Protos comienza el año presentando la nueva añada de uno de sus vinos más emblemáticos, Protos Roble 2024. Hace un par de años, la bodega renovó su imagen, sustituyendo su clásica etiqueta por un diseño más limpio y lineal, de estilo actual, pero siempre fiel a la esencia de la Ribera del Duero.
Esta añada consolida esa evolución estética y enológica, reflejando el compromiso de Protos con la calidad y la autenticidad.
La campaña 2024 estuvo condicionada por temperaturas superiores a los registros históricos durante gran parte del año. El invierno fue suave, con pocas heladas y precipitaciones abundantes que se prolongaron hasta primavera. El verano resultó especialmente cálido, con máximas y mínimas hasta 3 ºC por encima de la media en julio y agosto.
Las lluvias contribuyeron a un óptimo desarrollo del viñedo, aunque algunas heladas primaverales y tormentas de granizo provocaron daños desiguales en distintas zonas de la Ribera del Duero. Aun así, el control sanitario fue excelente gracias al trabajo de los viticultores, permitiendo que, pese a un ligero retraso de la vendimia, la uva llegara en buenas condiciones a la bodega.
Protos Roble 2024 está elaborado exclusivamente con uva Tinta del País, procedente de un coupage de diferentes parcelas que permite captar la diversidad de suelos y matices. Las viñas, con una edad media de 25 años, aportan concentración y equilibrio.
La fermentación y maceración se realizaron en depósitos de acero inoxidable a unos 26 ºC para optimizar la extracción de color y estructura. Posteriormente, el vino reposó aproximadamente seis meses en barricas de roble americano y francés, y otros seis meses en botella, afinando su perfil antes de salir al mercado.
Protos Roble 2024 se presenta con un color rojo cereza y ribete púrpura.
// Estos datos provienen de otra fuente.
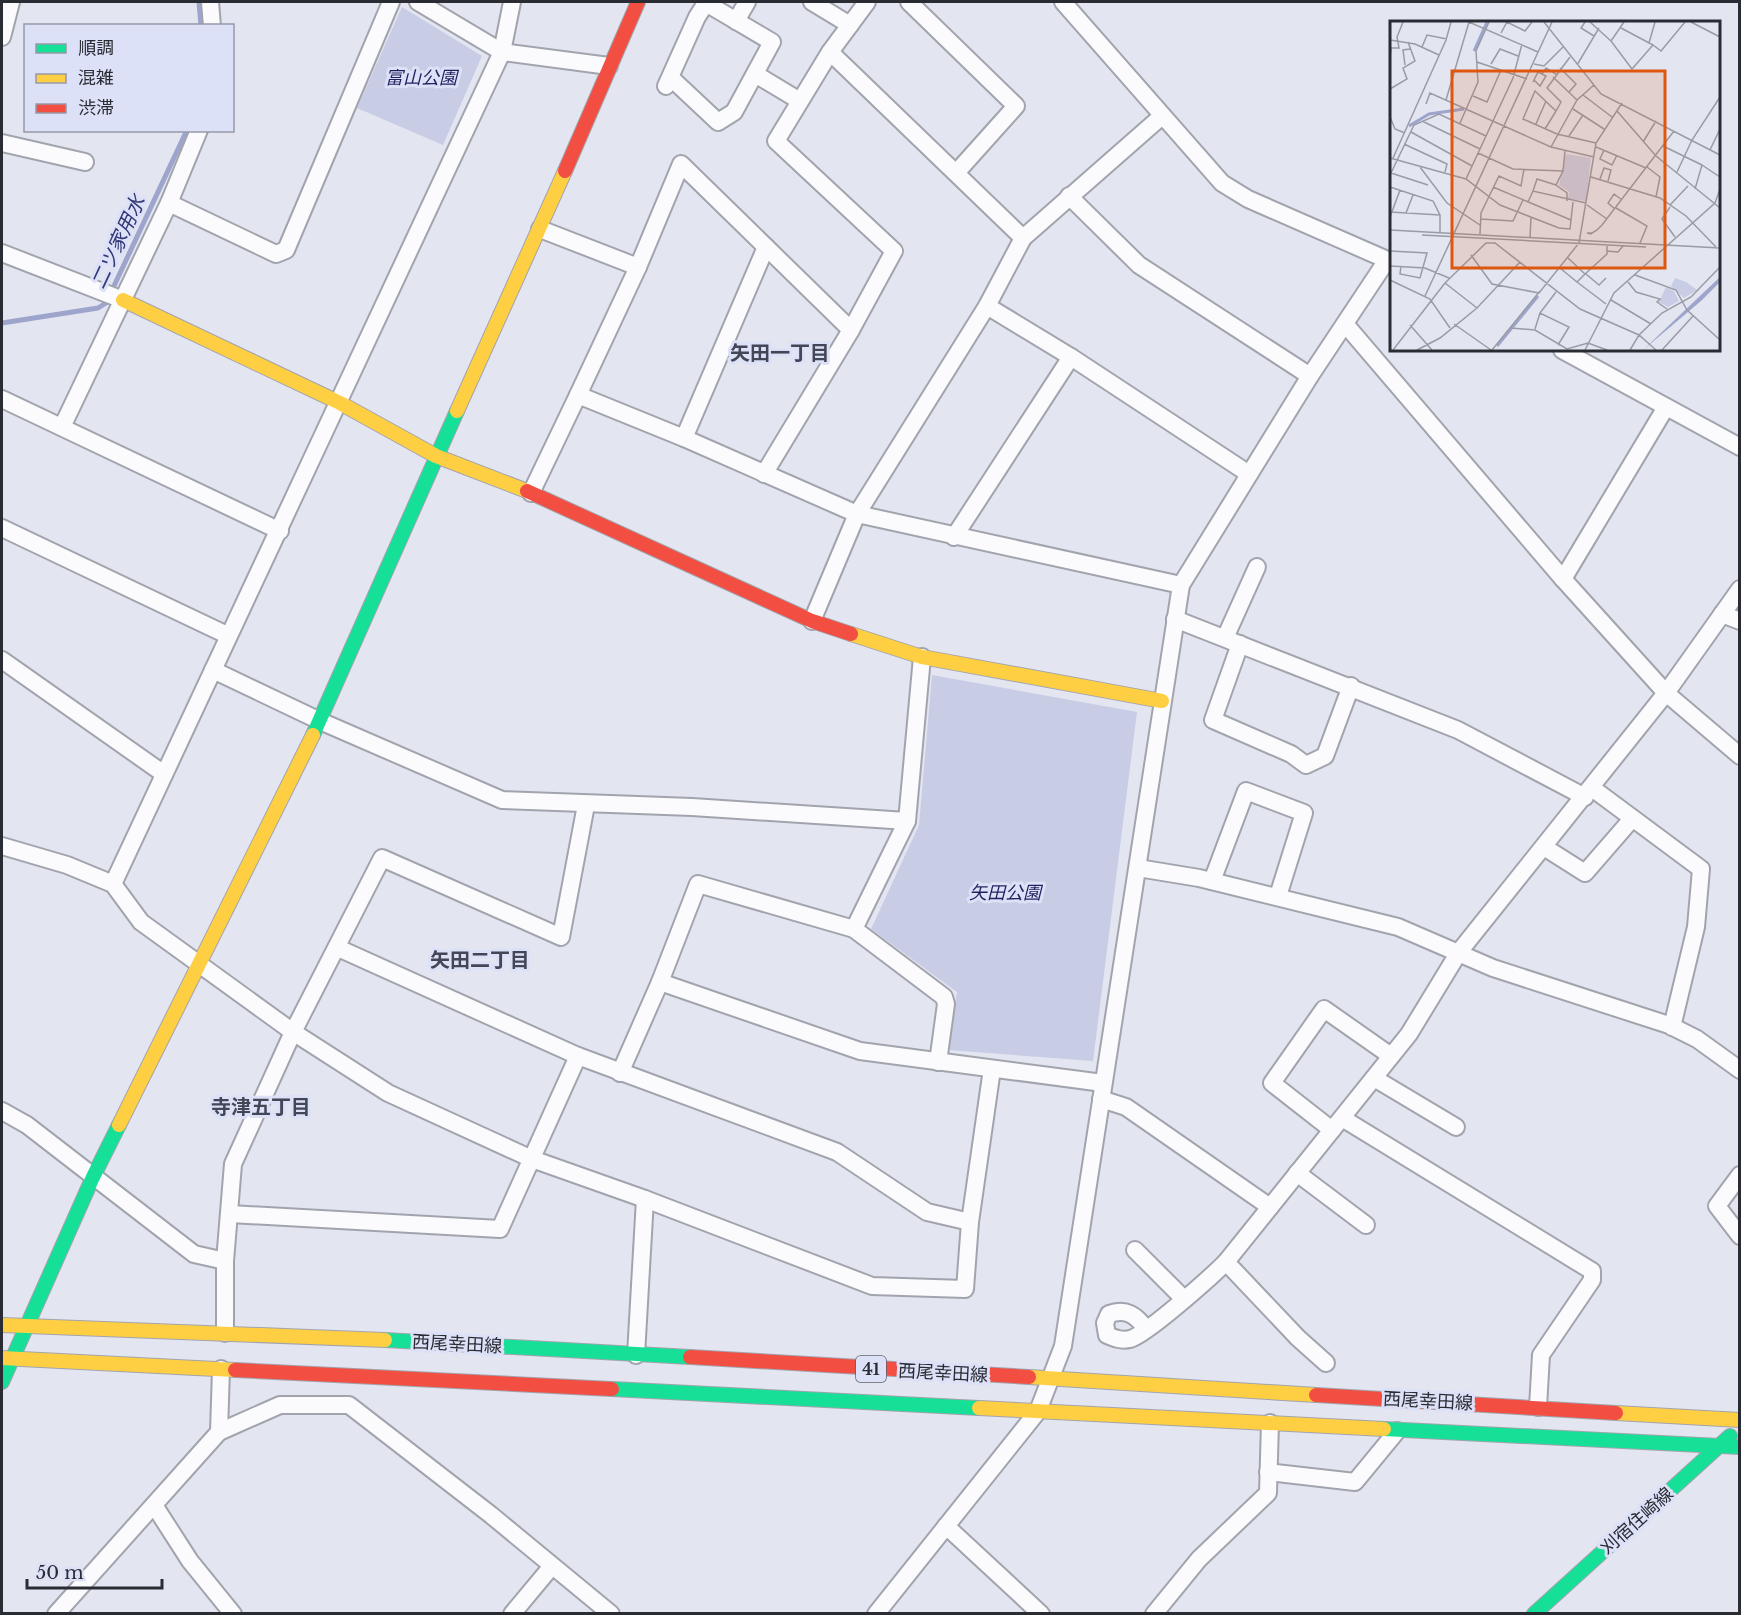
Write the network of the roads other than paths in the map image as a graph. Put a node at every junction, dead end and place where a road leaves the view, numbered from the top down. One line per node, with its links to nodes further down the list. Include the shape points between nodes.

En nariz destaca por su intensidad aromática, donde predominan los frutos rojos y negros frescos, acompañados de sutiles notas especiadas y finos tostados de un roble perfectamente integrado. En boca muestra una entrada dulce y amable, buena presencia y volumen. La fruta fresca domina el conjunto, aportando viveza y equilibrio. Los taninos sedosos y bien pulidos contribuyen a una textura muy agradable, resultando un vino frutal, fresco, goloso y equilibrado, con una estructura suave y un final largo y placentero.